Side note: Many young couples buy beautiful his & her bikes, do a little riding, and then the babies start to come. Bikes gather dust and young family needs some extra cash for all those baby things.
Bottom line: There are a ton of beautiful barely used bikes out there.
As to Shimano 105, it is the workhorse of bike components and over the years has benefitted from "trickle-down" technology (where the tech of really high-end bikes becomes incorporated in medium price components over time).
I recommend against spending big bucks on a first bike because you really don't know your style of riding and what your preferences will be. On top of that, many of your preferences can be met with after-market equipment.
Side note: I have a good friend who bought a new bike couple of years ago (hadn't ridden since childhood). He studied every angle and shopped and shopped. He decided to buy a new bike for around $3,000. It had every bell and whistle that his "analyses" told him he would need. I offered several of my old bikes to him so that he might ride a bit and get the feel of the road. But no...he said he would just wait for his new bike.
Well, he has put perhaps 50 miles on it. He found out that biking is painful. The seat hurts his butt (that usually goes away) and, he thinks, his bike is too long for his frame.
Point being, there is no--I repeat, no--substitute for miles in the saddle in determining if a bike is right for you. Ergo, buy a nice used bike for very little money and learn the sport.
You are a rare bird indeed!
I like to help my good friend Berlin Freeper to celebrate his lifestyle. Too many people bash bicyclists, soccer lovers, tea drinkers, and gay bicycle pants wearing Euro metrosexuals. I, for one, will not stand for it. I fully support Berlin and his lifestyle choices. I do not judge.
Regarding spandex pants, I would say that if you bike any distance, you will wear padded spandex shorts or you will seriously regret it.
As a side note, I have been biking (road and mountain) for about 35 years. I have never met or heard of a gay bicyclist.
Too much pain.
I think it was Chris Carmichael who said that the pain from biking didn't stop as he trained by riding more and more. "The pain never stops. You just get faster."
Gay people are sissies. Sissies don't ride when riding means a lot of pain.
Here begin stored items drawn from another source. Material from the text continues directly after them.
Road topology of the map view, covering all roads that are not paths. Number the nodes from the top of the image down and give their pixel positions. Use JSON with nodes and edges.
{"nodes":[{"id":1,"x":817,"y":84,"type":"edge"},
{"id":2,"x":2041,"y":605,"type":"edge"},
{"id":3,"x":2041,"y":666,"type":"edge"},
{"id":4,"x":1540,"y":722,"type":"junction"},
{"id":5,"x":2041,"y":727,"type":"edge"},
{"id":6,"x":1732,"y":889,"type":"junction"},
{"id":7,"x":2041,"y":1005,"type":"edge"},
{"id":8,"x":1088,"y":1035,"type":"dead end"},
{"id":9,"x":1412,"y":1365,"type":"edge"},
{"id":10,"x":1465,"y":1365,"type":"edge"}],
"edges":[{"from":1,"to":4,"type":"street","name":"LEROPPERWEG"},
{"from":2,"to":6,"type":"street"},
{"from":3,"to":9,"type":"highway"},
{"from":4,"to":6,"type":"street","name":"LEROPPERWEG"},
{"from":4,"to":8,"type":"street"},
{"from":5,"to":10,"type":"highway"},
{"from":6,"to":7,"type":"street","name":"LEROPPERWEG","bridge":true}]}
It is a well known scientific fact that gay men enjoy pain in their buttocks. In fact, its their entire raison d'etre, if you will.
#ItIsKnown
Sitting on a bike saddle for hours every day isn’t the kind of pain in the butt they have in mind (I would think...I don’t actually).
Wow...
This thread went downhill real fast! 🤪
I bought a used Mixte 10 speed when I moved to Santa Fe (no car). I loved that bike. I tried biking up Hyde Park Rd once. I think I quit when I rode uphill for 45 minutes.
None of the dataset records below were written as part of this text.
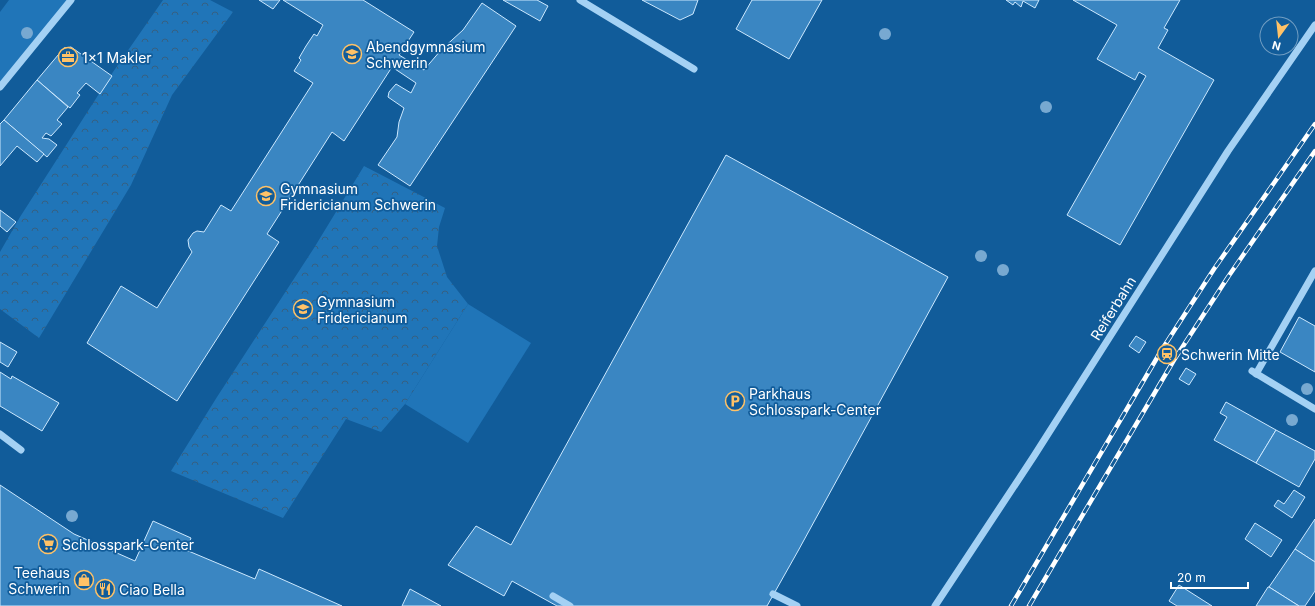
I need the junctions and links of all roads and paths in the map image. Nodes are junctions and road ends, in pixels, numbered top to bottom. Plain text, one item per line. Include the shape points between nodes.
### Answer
1 (71, 0) edge
2 (580, 0) edge
3 (1315, 25) edge
4 (694, 69) dead end
5 (0, 87) edge
6 (1315, 271) edge
7 (1315, 409) edge
8 (0, 434) edge
9 (21, 450) dead end
10 (773, 594) dead end
11 (553, 596) dead end
12 (570, 606) edge
13 (797, 606) edge
14 (935, 606) edge

1 - 5 street
2 - 4 street
3 - 14 street, Reiferbahn via 1228,150 1034,456
6 - 7 street via 1254,373
8 - 9 street
10 - 13 street
11 - 12 street

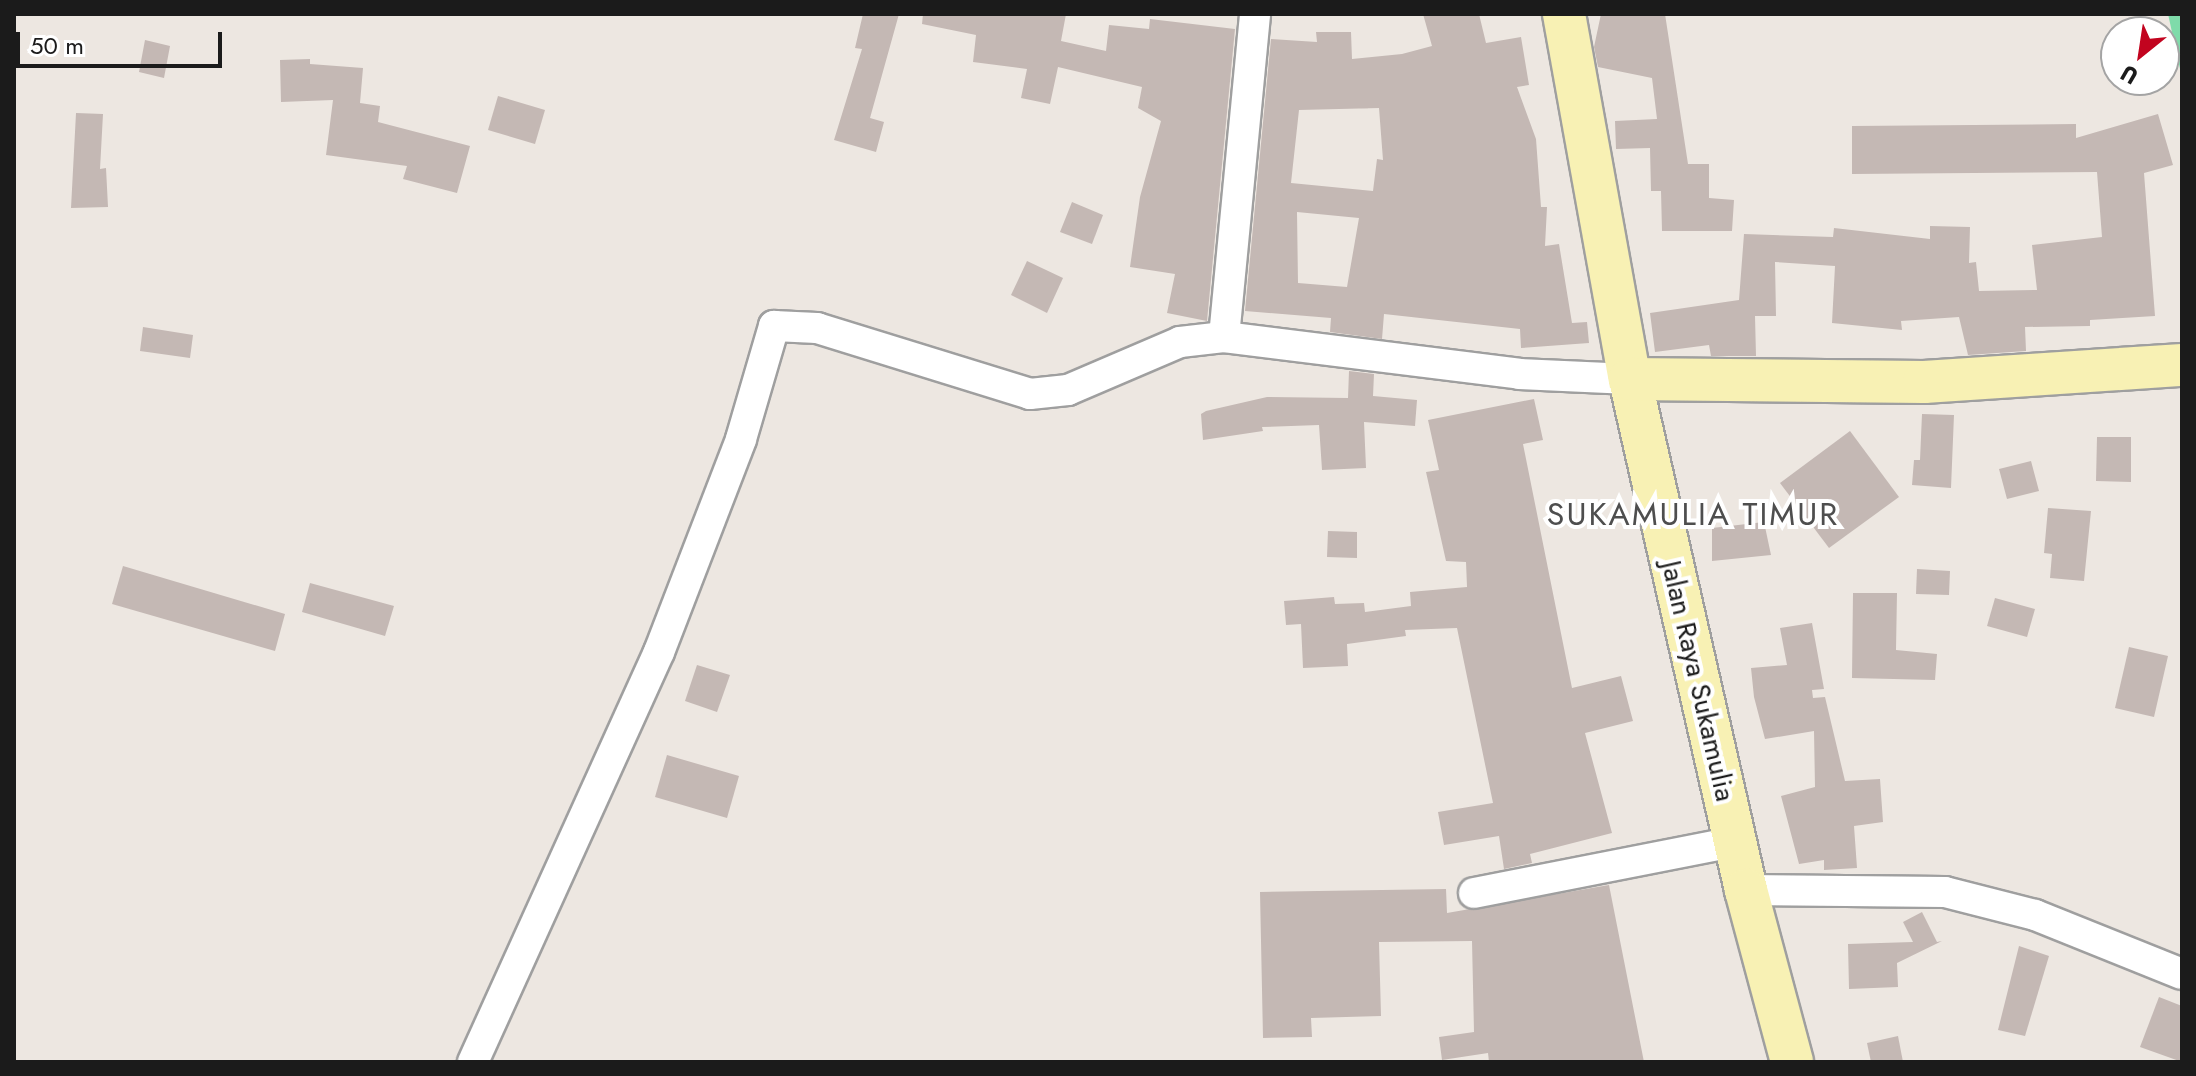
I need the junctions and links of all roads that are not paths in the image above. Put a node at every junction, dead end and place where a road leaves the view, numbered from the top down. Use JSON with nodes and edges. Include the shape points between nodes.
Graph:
{"nodes":[{"id":1,"x":1255,"y":14,"type":"edge"},
{"id":2,"x":1564,"y":14,"type":"edge"},
{"id":3,"x":1224,"y":337,"type":"junction"},
{"id":4,"x":2182,"y":365,"type":"edge"},
{"id":5,"x":1630,"y":379,"type":"junction"},
{"id":6,"x":1735,"y":842,"type":"junction"},
{"id":7,"x":1746,"y":890,"type":"junction"},
{"id":8,"x":1474,"y":893,"type":"dead end"},
{"id":9,"x":2182,"y":974,"type":"edge"},
{"id":10,"x":473,"y":1062,"type":"edge"},
{"id":11,"x":1792,"y":1062,"type":"edge"}],
"edges":[{"from":1,"to":3,"type":"street"},
{"from":2,"to":5,"type":"main road","name":"Jalan Raya Sukamulia"},
{"from":3,"to":5,"type":"street","via":[[1519,374]]},
{"from":3,"to":10,"type":"street","via":[[1180,342],[1046,395],[817,328],[774,326],[741,439],[659,652]]},
{"from":4,"to":5,"type":"main road","via":[[1924,382]]},
{"from":5,"to":6,"type":"main road","name":"Jalan Raya Sukamulia"},
{"from":6,"to":7,"type":"main road","name":"Jalan Raya Sukamulia"},
{"from":6,"to":8,"type":"street"},
{"from":7,"to":9,"type":"street","via":[[1945,892],[2035,915]]},
{"from":7,"to":11,"type":"main road","name":"Jalan Raya Sukamulia"}]}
May God grant all “repentance to the acknowledging of the truth.” (2 Timothy 2:25)
Cheap Walmart bike prices rising. The lowest right now:Huffy 26-inch Rock Creek Men's Mountain Bike, Blue (3.0)3 stars out of 202 reviews 202 reviews Now $98.00About the best buy I see right now: Genesis 27.5" V2100 Men's Mountain Bike, Black (3.7)3.7 stars out of 232 reviews 232 reviews Now $148.00was $228.00
Now you are ranting about tea drinkers. LoL!
#GettingWorse
#ObsessedWithMe
From the linked article above:
Despite not publishing potentially dangerous records, such as those involving the "consumption of live ants, chewing gum or raw eggs with shells", an exception was made for the eating of a bicycle because it was "unlikely to attract competition."
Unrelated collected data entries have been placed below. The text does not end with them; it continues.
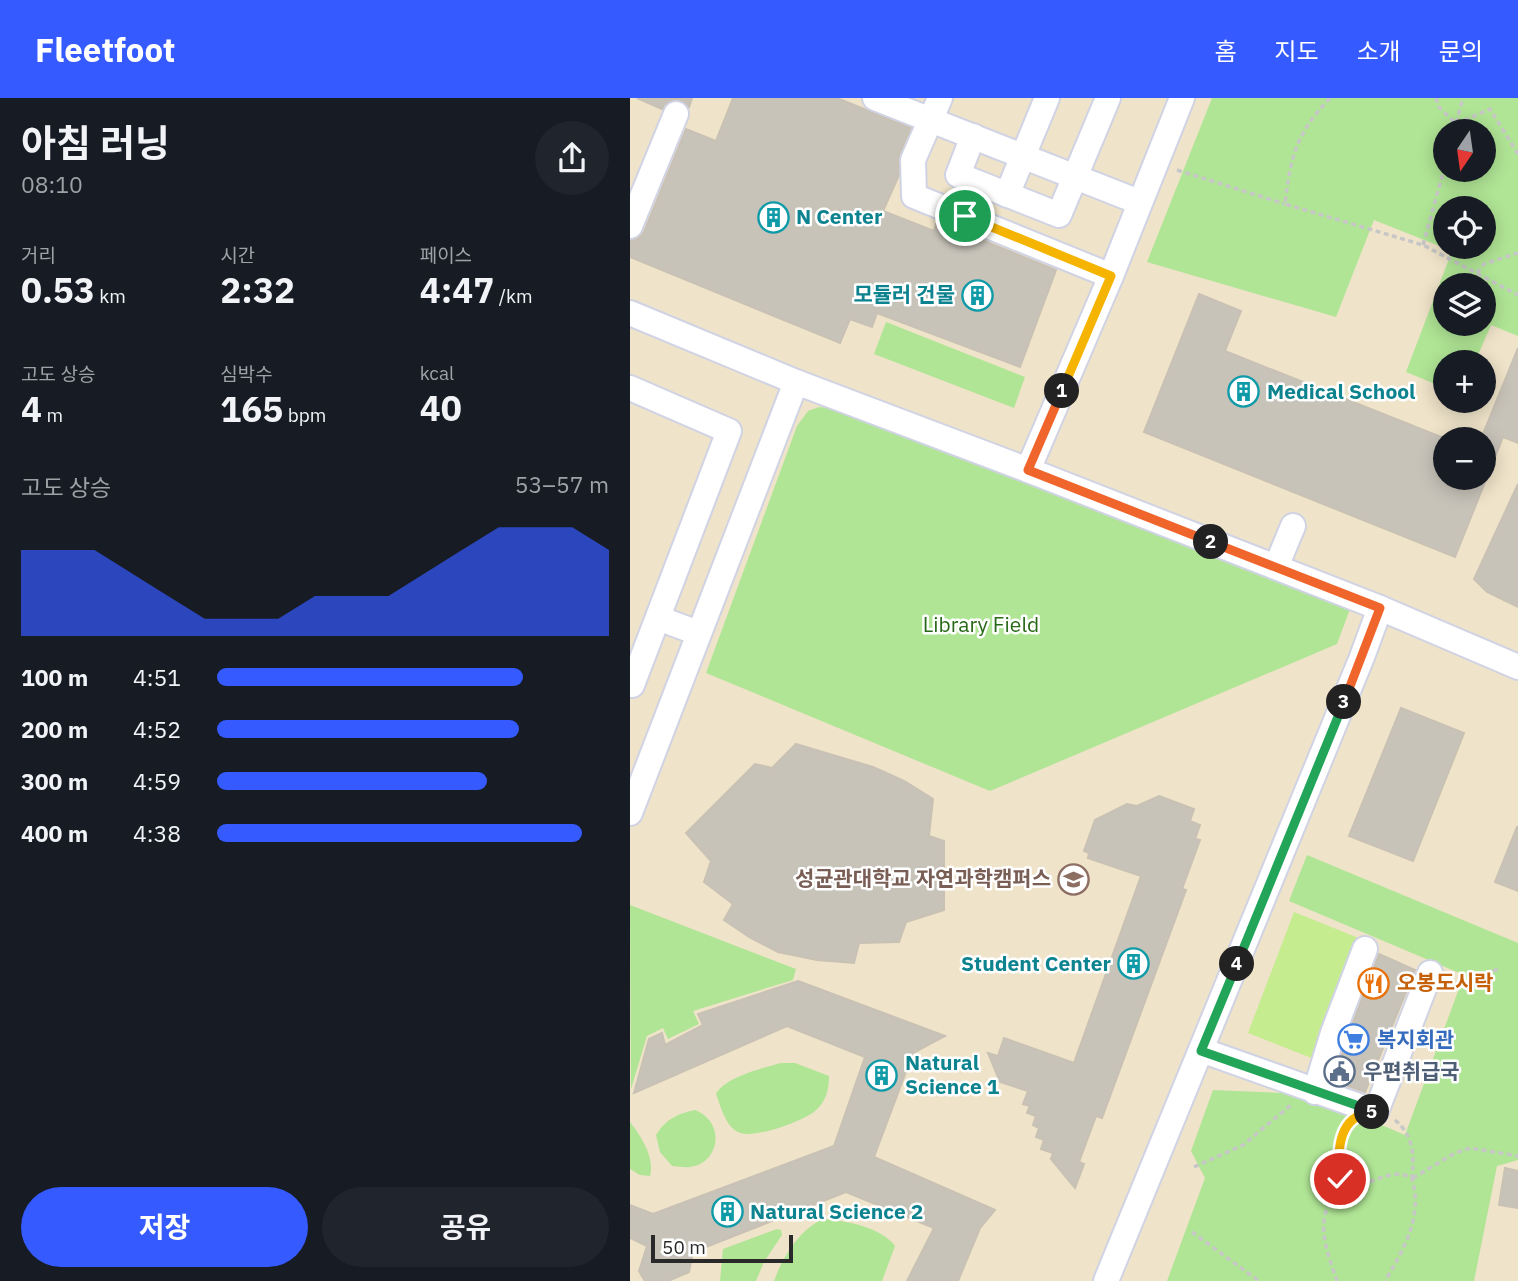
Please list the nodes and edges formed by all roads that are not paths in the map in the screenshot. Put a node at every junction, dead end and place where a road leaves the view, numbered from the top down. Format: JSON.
{"nodes":[{"id":1,"x":875,"y":98,"type":"edge"},
{"id":2,"x":1047,"y":98,"type":"edge"},
{"id":3,"x":1108,"y":98,"type":"edge"},
{"id":4,"x":1182,"y":98,"type":"edge"},
{"id":5,"x":936,"y":109,"type":"edge"},
{"id":6,"x":676,"y":114,"type":"dead end"},
{"id":7,"x":973,"y":136,"type":"junction"},
{"id":8,"x":1023,"y":156,"type":"junction"},
{"id":9,"x":1075,"y":177,"type":"junction"},
{"id":10,"x":1006,"y":195,"type":"junction"},
{"id":11,"x":1139,"y":202,"type":"junction"},
{"id":12,"x":630,"y":226,"type":"edge"},
{"id":13,"x":1111,"y":276,"type":"junction"},
{"id":14,"x":630,"y":314,"type":"edge"},
{"id":15,"x":796,"y":382,"type":"junction"},
{"id":16,"x":630,"y":388,"type":"edge"},
{"id":17,"x":1028,"y":470,"type":"junction"},
{"id":18,"x":1293,"y":526,"type":"dead end"},
{"id":19,"x":1276,"y":567,"type":"junction"},
{"id":20,"x":1380,"y":608,"type":"junction"},
{"id":21,"x":658,"y":618,"type":"junction"},
{"id":22,"x":698,"y":633,"type":"junction"},
{"id":23,"x":1518,"y":667,"type":"edge"},
{"id":24,"x":630,"y":684,"type":"edge"},
{"id":25,"x":630,"y":813,"type":"edge"},
{"id":26,"x":1365,"y":949,"type":"dead end"},
{"id":27,"x":1430,"y":973,"type":"dead end"},
{"id":28,"x":1201,"y":1051,"type":"junction"},
{"id":29,"x":1314,"y":1092,"type":"junction"},
{"id":30,"x":1106,"y":1281,"type":"edge"}],
"edges":[{"from":1,"to":5,"type":"lane"},
{"from":2,"to":8,"type":"lane"},
{"from":3,"to":9,"type":"lane"},
{"from":4,"to":11,"type":"lane"},
{"from":5,"to":7,"type":"lane"},
{"from":5,"to":13,"type":"lane"},
{"from":6,"to":12,"type":"lane"},
{"from":7,"to":8,"type":"lane"},
{"from":7,"to":10,"type":"lane"},
{"from":8,"to":9,"type":"lane"},
{"from":8,"to":10,"type":"lane"},
{"from":9,"to":10,"type":"lane"},
{"from":9,"to":11,"type":"lane"},
{"from":11,"to":13,"type":"lane"},
{"from":13,"to":17,"type":"lane"},
{"from":14,"to":15,"type":"lane"},
{"from":15,"to":17,"type":"lane"},
{"from":15,"to":22,"type":"lane"},
{"from":16,"to":21,"type":"lane"},
{"from":17,"to":19,"type":"lane"},
{"from":18,"to":19,"type":"lane"},
{"from":19,"to":20,"type":"lane"},
{"from":20,"to":23,"type":"lane"},
{"from":20,"to":28,"type":"lane"},
{"from":21,"to":22,"type":"lane"},
{"from":21,"to":24,"type":"lane"},
{"from":22,"to":25,"type":"lane"},
{"from":26,"to":29,"type":"lane"},
{"from":27,"to":29,"type":"lane"},
{"from":28,"to":29,"type":"lane"},
{"from":28,"to":30,"type":"lane"}]}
His name was Michel Lotito (b. 1950 - d. 2007), some guy from France who gained a small measure of fame by eating inedible objects.
His life achievement was the consumption of an entire aircraft - a Cessna 150 - between 1978 and 1980.
He achieved these feats by breaking down metal, plastic and glass components and grinding them into shavings that he would then consume - up to two pounds of these shavings a day.
He died at 57. It is not known if his strange diet had anything to do with his premature death but his own doctor admitted that Lotito's diet was "more of a mental problem."